Голубой пакет - Брянцев Георгий Михайлович 54 стр.


Ночной привал прибавил сил, пожалуй, лишь одним оленям, которые и отдохнули и хорошо выспались.

Про Таас Баса этого нельзя было сказать. Пес, с того момента, как покинули перекресток, еще не притрагивался к еде, которую ему давали, а ночью несколько раз начинал жалобно скулить и выть.

И если Петренко и Эверстова, тяжело воспринявшие смерть человека, ставшего им близким за несколько суток знакомства, еще могли делиться друг с другом своими переживаниями, то майор Шелестов стал еще менее разговорчив. Он говорил лишь о самом необходимом.

Когда в просвет хвойного моря, колышущегося над головами едущих, показалось солнце, Шелестов посмотрел на часы: было уже начало десятого.

Тайга как бы очнулась от дремы и стала преображаться на глазах. В лучах утреннего солнца она меняла свою окраску из мрачной, хаотической, какой она казалась ночью, превращалась в спокойно-суровую и величавую. К небу тянули свои шатровые кроны могучие сосны-великаны, приветливыми и нарядными казались пушистые ели. Неповторимая игра красок чаровала глаз.
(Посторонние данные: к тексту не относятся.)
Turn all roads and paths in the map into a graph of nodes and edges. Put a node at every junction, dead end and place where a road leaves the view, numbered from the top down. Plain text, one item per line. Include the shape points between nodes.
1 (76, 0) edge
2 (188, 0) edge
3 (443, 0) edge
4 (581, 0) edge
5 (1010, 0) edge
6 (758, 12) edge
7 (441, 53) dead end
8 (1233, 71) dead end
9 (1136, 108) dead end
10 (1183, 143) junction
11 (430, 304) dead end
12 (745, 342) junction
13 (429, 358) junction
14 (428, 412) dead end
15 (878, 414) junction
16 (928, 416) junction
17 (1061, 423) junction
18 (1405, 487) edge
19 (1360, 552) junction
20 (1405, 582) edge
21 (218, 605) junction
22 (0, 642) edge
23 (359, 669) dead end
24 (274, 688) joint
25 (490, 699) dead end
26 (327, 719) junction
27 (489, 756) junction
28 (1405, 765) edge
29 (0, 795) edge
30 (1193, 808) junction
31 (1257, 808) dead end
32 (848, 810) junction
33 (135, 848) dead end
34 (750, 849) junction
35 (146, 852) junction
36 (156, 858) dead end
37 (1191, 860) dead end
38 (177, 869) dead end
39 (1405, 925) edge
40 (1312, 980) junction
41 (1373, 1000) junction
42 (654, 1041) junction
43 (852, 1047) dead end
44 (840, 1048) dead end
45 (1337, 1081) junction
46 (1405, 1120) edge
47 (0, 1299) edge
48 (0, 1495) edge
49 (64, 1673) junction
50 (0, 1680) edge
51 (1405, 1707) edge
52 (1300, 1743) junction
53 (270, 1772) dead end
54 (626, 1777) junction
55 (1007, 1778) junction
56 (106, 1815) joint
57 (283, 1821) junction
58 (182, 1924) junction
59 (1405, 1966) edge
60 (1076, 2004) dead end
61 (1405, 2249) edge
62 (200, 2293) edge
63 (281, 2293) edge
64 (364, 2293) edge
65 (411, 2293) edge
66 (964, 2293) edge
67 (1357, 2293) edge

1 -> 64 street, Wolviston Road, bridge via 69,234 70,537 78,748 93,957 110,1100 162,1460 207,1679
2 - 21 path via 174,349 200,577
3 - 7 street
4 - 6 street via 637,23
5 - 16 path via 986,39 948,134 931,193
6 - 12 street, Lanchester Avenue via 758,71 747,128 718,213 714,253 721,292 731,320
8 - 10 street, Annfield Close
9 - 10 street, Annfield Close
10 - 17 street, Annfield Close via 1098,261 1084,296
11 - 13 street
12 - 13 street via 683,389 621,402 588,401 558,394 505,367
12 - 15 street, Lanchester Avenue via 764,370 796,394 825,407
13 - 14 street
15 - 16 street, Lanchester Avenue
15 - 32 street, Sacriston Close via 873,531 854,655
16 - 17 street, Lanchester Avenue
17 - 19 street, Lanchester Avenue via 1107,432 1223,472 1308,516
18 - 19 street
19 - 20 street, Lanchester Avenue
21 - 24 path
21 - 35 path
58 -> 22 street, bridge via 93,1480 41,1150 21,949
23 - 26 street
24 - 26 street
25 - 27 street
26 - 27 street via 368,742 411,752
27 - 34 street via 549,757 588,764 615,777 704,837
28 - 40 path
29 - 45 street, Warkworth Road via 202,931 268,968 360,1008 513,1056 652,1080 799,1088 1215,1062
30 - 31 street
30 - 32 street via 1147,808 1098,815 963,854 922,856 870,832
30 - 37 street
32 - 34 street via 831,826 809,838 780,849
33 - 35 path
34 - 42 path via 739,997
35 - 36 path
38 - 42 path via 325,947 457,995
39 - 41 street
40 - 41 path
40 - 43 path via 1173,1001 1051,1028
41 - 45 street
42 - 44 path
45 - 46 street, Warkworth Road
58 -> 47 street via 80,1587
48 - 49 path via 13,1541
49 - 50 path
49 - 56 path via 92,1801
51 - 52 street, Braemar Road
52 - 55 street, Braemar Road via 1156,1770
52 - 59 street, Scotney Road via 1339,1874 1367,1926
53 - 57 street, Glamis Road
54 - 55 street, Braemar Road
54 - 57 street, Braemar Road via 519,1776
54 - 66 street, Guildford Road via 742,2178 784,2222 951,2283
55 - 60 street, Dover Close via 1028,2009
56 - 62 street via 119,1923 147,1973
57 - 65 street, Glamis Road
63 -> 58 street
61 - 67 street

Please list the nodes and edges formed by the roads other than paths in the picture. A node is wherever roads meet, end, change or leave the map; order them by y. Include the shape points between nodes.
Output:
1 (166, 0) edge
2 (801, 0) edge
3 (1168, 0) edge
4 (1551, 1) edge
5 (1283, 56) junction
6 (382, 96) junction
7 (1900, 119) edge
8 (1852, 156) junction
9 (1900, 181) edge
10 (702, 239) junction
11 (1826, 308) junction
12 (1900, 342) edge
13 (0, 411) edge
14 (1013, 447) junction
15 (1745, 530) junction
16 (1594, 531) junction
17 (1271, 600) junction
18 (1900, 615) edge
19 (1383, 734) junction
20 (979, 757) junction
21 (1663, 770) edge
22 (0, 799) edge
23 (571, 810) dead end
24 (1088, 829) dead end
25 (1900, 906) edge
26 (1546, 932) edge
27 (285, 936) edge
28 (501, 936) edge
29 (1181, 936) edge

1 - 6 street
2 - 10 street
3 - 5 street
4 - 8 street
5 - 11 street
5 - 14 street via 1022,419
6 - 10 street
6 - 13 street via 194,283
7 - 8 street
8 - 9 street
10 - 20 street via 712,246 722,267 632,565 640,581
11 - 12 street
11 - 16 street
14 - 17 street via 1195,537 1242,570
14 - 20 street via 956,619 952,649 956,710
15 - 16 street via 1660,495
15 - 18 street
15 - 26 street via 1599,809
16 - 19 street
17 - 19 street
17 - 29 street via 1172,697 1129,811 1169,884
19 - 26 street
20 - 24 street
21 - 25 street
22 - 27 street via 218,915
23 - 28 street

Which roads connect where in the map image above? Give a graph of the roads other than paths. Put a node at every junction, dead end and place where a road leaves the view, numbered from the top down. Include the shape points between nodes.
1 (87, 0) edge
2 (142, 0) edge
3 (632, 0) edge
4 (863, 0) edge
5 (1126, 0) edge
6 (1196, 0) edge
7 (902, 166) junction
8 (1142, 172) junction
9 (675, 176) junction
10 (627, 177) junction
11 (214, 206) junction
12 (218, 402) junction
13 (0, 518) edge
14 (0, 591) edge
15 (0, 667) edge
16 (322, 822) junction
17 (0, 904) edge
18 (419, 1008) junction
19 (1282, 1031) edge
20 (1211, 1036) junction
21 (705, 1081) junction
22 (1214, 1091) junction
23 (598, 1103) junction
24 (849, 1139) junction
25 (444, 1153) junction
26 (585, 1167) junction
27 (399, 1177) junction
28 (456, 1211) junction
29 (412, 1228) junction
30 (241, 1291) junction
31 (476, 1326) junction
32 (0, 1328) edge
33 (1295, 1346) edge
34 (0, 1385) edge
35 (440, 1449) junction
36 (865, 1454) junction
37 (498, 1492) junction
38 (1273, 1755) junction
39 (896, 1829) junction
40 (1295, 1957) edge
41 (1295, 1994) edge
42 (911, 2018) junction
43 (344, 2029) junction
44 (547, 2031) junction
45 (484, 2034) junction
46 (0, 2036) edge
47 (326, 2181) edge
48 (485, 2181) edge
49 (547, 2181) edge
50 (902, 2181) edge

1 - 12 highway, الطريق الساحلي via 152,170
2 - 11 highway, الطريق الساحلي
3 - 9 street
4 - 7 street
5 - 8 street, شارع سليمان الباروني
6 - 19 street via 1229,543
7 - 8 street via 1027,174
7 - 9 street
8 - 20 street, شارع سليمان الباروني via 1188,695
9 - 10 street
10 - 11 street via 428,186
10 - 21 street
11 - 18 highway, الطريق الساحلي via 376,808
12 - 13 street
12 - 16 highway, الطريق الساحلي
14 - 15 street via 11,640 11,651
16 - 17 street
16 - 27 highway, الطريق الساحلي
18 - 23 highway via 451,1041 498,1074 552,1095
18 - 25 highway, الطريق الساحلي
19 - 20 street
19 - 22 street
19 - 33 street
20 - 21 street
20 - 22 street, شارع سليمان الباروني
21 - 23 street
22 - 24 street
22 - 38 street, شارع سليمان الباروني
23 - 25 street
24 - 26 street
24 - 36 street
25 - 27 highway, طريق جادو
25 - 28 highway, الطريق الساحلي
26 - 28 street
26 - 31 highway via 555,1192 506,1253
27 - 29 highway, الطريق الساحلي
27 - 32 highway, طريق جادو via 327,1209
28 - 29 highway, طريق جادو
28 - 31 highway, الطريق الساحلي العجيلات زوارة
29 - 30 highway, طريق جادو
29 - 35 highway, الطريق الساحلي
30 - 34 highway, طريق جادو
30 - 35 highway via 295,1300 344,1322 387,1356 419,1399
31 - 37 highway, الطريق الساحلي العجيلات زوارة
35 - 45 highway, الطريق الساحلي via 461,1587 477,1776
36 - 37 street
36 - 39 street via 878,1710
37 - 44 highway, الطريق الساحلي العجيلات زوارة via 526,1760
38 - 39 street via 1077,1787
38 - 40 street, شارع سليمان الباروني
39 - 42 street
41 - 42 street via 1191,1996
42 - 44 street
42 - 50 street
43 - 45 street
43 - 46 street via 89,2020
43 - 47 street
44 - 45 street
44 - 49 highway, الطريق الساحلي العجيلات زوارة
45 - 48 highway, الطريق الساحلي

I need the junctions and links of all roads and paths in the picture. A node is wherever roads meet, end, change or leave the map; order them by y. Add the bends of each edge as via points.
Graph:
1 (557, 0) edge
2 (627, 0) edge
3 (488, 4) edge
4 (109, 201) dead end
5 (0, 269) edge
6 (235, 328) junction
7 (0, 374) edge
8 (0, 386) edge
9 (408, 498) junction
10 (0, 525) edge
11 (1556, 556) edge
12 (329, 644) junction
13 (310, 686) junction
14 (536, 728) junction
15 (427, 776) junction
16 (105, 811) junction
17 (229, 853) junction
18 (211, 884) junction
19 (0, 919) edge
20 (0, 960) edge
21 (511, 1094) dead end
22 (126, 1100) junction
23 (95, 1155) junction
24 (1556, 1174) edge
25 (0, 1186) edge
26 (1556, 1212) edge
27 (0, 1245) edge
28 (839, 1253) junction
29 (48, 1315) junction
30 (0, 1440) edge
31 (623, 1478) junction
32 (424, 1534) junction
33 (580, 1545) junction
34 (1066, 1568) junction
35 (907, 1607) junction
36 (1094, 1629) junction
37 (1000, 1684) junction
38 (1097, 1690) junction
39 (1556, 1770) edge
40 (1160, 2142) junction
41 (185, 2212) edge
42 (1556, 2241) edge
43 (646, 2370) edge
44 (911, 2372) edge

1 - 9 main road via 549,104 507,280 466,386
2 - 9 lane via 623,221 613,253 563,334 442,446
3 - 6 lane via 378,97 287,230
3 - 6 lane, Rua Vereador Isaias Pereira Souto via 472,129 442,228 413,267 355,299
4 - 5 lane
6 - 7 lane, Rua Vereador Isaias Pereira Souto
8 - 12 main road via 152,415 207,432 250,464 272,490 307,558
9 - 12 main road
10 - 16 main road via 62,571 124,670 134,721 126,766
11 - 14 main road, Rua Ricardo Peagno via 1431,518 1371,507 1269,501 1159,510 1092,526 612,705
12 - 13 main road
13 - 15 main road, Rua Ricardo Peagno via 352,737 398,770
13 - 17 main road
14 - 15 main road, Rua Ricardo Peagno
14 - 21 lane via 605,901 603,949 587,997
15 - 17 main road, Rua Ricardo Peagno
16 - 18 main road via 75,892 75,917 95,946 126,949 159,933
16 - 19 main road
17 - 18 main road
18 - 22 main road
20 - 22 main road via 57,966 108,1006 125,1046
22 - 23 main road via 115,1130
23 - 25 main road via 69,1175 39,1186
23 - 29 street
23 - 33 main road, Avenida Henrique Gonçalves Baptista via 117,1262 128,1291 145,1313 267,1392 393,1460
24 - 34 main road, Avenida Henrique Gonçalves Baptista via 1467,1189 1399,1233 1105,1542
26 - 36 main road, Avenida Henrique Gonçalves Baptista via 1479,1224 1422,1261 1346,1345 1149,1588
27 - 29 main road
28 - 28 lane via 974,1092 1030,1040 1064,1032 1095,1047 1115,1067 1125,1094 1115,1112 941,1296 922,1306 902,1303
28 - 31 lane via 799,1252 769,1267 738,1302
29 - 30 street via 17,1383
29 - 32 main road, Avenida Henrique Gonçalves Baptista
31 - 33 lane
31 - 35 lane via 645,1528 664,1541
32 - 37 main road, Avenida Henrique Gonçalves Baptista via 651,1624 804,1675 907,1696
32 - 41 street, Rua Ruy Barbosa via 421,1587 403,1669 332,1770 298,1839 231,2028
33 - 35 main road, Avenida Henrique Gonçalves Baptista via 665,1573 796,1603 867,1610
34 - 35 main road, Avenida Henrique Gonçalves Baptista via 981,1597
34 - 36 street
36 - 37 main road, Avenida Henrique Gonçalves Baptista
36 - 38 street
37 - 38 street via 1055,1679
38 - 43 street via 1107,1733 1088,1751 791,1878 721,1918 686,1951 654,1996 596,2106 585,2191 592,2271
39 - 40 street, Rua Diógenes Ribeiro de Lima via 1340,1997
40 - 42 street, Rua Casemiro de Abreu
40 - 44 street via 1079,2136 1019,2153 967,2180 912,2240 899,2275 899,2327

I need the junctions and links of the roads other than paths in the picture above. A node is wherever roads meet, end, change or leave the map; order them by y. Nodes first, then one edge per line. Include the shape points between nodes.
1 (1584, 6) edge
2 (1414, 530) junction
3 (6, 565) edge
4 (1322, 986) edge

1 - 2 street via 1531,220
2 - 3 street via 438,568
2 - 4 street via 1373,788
Шелестов, долго общавшийся с тайгой и любивший ее, был неспособен воспринимать сейчас всю ее красоту. Он запечатлевал все лишь зрительно, механически, а не душой.

После гибели старого друга все окружающее казалось ему незначительным. Он был в том тягостном душевном оцепенении, от которого нет лекарств. Привычка, выработанная годами, не раскрывать своих внутренних переживаний еще более усиливала и осложняла их.

Да и как он, связанный прочной мужской многолетней любовью с Василием Назаровичем, мог так, вдруг, легко освободиться от воспоминаний о нем. Нет, это не просто. Совсем не просто. Воспоминания шли чередой, ярко оживляли давно, казалось, уже забытые встречи с Быканыровым, задушевные беседы с ним, его высказывания, поступки.

Шелестова все время мучила неотвязная мысль: в какой мере он лично повинен в смерти Быканырова. И не потому мучила его эта мысль, что он боялся ответственности или наказания за случившееся, а потому, что он сильно любил старика и воспринял его гибель, как чуть ли не самую большую утрату в своей жизни.

"Да, моя ошибка, – рассуждал с горечью он, – состоит в том, что в засаде я оставил тебя, отец, а не себя и не Петренко. Но я в глубине души мало верил в то, что преступники вновь появятся на перекрестке. Я почти исключил такую возможность, а потому и решил оставить тебя. А ты, Василий Назарович, не послушал меня, видимо, погорячился и не успел продумать последствий своей инициативы. Вот как бывает в жизни. Разные бывают ошибки…"

Олени, неожиданно для майора, провалились в пустое пространство, и Шелестов не сразу понял, что упряжка и нарты угодили в большую яму, занесенную снегом. Олени вытягивались в струнку, лезли из кожи, пытаясь выкарабкаться наверх, но нарты не трогались с места. Оказалось, что левая нога майора, попавшая между пнем и стойкой, на которой держались полозья перевернутых нарт, тормозит движение.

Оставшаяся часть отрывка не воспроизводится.